Die Digitalisierung der Endprodukte und des Vertriebs ist auf dem Buchmarkt noch längst nicht so weit fortgeschritten wie auf dem Musikmarkt. Laut einer Anfang März veröffentlichten repräsentativen Studie des deutschen Marktforschungsunternehmens media control mit 10.000 Teilnehmern ab 15 Jahren sind 2010 in der Bundesrepublik rund vier Millionen E-Book-Lizenzen verkauft worden.

Das entspreche zwar nur rund einem Prozent des dortigen Buchmarkts, dafür sei aber die Hälfte aller E-Book-Reader - und damit sind nur die spezialisierten Lesegeräte mit E-Ink-Display gemeint - während des letzten Weihnachtsgeschäfts gekauft worden, was auf ein wachsendes Interesse der Konsumenten an den Geräten hinweise. Dieses dürfte weiter zunehmen, wenn mehr attraktive deutschsprachige Inhalte vorhanden sind.

Laut Auskunft von media control gegenüber ORF.at sind in Deutschland bisher rund 450.000 dieser E-Reader verkauft worden. Zahlen zum österreichischen Markt hat das Unternehmen nicht erhoben. Ausschlaggebend für den Kauf eines E-Readers war demnach meistens - mit 54,3 Prozent - die Möglichkeit, in einem kompakten Gerät eine große Anzahl von Texten unterwegs dabeihaben zu können.

E-Reader und Tablets

Auch das US-Marktforschungsunternehmen Gartner erwartet starke Steigerungen auf dem E-Book-Markt. In einer Studie vom vergangenen Dezember verzeichnete es eine Steigerung der weltweiten Verkäufe von E-Readern mit Netzwerkfunktion von 2009 auf 2010 um 79,8 Prozent auf 6,6 Millionen Geräte. Für 2011 sagte Gartner ein Plus von 68,3 Prozent auf über 11 Millionen voraus.

E-Books können aber nicht nur auf diesen Lesegeräten konsumiert werden. Allein Apple hat nach eigenen Angaben weltweit rund 160 Millionen Mobilgeräte mit iOS laufen, im letzten Quartal konnte der Konzern 16,24 Millionen iPhones und 7,33 Millionen iPads absetzen.

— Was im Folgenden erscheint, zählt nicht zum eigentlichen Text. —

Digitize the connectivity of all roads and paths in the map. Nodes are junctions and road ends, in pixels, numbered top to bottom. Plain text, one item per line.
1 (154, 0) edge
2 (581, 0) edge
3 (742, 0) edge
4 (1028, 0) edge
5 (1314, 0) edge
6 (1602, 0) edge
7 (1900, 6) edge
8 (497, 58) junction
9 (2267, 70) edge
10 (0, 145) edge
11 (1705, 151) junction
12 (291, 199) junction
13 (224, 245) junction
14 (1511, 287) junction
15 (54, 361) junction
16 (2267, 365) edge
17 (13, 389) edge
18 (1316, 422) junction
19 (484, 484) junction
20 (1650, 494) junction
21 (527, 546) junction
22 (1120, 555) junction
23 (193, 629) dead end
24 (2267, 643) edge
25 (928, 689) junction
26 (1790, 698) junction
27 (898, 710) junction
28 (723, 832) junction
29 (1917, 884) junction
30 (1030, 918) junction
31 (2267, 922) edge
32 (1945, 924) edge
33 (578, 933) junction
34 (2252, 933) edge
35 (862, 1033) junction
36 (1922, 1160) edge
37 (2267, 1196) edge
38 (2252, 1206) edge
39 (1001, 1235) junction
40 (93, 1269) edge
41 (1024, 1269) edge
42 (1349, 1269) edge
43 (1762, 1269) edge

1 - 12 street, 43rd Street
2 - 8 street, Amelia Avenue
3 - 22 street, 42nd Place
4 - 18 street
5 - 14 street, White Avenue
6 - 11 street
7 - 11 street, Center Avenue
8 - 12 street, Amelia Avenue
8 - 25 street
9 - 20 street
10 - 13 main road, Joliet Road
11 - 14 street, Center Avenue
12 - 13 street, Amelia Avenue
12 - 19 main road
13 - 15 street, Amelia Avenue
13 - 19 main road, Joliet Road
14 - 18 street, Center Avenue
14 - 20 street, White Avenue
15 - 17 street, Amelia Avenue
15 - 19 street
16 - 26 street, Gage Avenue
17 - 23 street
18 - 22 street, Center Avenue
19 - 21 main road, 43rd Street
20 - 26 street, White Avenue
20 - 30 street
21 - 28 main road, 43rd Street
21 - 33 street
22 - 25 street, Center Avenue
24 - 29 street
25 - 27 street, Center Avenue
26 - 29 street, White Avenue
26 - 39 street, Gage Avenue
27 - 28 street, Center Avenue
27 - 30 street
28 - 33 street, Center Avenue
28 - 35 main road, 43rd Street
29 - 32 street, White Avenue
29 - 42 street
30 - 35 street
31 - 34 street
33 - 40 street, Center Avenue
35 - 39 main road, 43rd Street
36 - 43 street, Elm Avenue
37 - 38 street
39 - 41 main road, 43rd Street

Zumindest die Tablets eignen sich recht gut als Lesegeräte für E-Texte. Welche Auswirkungen der sich abzeichnende Strukturwandel auf unsere textbasierte Wissensgesellschaft hat, ist noch nicht abzusehen. Die Konflikte zwischen Verlegern, Händlern und Konsumenten dürften in naher Zukunft eher zunehmen. Die Branche tut jedenfalls gut daran, die E-Book User’s Bill of Rights ernst zu nehmen, um nicht die teuren Fehler der Musikindustrie zu wiederholen.